TASK DESCRIPTION: Among the entries beneath this sentence, how many lines include the word "Graña"? Only the number is wanted.

Stored items:
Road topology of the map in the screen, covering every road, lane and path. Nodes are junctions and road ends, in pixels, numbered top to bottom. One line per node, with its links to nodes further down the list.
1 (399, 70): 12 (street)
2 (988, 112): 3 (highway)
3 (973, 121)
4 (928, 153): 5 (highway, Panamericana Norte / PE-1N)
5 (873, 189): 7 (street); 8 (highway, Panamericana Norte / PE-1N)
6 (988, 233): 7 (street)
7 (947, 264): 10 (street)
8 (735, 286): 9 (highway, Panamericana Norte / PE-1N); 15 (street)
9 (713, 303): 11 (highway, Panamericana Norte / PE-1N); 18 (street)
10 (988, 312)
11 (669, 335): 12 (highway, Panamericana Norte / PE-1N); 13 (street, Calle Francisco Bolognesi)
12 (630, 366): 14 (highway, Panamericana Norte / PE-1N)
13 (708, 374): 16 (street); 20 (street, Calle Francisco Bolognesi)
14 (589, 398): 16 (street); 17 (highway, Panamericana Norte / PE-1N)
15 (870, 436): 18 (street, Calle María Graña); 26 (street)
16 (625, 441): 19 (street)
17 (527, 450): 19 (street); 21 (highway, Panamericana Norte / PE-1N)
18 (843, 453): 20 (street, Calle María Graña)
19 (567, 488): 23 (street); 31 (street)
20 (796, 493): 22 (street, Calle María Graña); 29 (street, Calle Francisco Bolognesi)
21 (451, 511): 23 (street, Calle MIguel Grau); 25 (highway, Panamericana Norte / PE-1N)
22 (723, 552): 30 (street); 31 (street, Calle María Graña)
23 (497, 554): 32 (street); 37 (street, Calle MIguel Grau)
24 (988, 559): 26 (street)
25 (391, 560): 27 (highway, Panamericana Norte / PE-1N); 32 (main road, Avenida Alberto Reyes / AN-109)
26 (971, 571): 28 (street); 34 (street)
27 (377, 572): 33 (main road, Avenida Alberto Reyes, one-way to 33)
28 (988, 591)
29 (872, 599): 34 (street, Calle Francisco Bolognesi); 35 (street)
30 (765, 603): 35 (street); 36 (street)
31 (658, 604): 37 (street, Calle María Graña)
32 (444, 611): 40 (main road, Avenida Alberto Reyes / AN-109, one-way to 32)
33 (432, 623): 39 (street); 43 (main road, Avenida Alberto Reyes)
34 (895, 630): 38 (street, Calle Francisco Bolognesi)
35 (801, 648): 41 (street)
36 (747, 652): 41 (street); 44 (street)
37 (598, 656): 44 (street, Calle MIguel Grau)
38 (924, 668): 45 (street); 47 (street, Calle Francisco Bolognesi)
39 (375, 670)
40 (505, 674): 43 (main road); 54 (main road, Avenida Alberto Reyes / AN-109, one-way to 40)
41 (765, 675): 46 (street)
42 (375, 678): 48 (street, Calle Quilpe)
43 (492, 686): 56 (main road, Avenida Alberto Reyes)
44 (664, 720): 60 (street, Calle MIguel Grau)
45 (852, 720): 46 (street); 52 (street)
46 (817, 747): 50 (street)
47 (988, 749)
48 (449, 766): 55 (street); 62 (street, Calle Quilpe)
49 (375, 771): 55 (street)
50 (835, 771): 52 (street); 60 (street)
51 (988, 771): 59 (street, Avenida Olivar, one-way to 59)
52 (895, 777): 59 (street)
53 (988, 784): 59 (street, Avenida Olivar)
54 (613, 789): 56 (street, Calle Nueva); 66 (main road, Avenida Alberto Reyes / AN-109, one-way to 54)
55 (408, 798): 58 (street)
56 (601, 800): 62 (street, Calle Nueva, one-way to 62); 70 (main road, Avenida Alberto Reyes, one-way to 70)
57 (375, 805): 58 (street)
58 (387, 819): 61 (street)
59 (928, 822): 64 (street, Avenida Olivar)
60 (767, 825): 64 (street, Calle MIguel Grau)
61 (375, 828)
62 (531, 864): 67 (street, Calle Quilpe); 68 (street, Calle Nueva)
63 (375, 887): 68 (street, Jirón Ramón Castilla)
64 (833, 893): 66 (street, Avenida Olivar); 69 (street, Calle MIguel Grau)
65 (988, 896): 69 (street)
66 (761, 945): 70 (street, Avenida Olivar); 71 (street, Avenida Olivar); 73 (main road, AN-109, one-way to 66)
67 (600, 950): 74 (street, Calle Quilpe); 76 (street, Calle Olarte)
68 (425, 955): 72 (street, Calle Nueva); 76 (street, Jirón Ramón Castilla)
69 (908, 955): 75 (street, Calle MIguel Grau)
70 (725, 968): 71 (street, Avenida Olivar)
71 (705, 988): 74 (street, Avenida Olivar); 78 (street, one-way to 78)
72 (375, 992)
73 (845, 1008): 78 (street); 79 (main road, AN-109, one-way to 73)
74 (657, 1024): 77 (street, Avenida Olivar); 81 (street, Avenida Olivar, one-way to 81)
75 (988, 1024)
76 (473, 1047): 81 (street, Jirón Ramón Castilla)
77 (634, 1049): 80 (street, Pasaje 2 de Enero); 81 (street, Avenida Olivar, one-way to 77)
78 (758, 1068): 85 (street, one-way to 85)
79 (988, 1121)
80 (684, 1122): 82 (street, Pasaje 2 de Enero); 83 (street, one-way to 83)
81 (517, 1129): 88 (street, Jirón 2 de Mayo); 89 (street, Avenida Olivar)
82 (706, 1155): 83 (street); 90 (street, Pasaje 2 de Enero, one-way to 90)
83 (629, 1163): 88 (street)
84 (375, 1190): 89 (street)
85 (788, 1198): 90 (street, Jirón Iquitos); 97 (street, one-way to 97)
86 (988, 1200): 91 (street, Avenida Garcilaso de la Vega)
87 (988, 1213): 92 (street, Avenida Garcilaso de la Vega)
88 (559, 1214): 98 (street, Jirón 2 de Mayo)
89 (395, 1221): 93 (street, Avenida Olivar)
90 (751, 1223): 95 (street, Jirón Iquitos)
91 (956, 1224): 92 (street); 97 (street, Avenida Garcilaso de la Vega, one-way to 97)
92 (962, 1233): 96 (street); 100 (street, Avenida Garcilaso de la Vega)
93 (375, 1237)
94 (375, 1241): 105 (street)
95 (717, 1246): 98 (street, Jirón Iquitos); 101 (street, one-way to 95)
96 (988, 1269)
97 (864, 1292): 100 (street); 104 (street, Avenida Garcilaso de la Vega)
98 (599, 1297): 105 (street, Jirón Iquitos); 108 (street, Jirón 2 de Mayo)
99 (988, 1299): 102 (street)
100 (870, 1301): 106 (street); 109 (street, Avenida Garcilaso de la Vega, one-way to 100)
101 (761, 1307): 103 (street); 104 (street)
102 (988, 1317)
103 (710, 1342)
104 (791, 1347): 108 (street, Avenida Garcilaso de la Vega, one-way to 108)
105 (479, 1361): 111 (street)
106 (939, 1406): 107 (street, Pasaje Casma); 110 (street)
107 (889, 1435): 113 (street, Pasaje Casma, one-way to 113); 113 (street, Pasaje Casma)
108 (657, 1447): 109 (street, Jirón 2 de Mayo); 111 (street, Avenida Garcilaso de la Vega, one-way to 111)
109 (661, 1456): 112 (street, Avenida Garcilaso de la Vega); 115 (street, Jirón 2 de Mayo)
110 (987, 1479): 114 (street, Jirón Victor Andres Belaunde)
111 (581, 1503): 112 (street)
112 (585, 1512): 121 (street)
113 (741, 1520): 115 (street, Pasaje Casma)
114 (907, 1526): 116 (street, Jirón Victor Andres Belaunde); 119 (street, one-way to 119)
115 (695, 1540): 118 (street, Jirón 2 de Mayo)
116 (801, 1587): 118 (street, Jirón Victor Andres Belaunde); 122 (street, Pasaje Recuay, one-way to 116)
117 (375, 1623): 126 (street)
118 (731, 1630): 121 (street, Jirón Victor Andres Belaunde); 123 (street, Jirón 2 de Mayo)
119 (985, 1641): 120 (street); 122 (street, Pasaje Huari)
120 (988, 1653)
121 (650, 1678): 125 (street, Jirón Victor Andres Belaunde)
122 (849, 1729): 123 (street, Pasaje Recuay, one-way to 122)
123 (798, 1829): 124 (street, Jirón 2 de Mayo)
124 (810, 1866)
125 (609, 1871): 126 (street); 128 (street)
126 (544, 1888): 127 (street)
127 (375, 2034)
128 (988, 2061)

REPLY TO THE EXERCISE: 5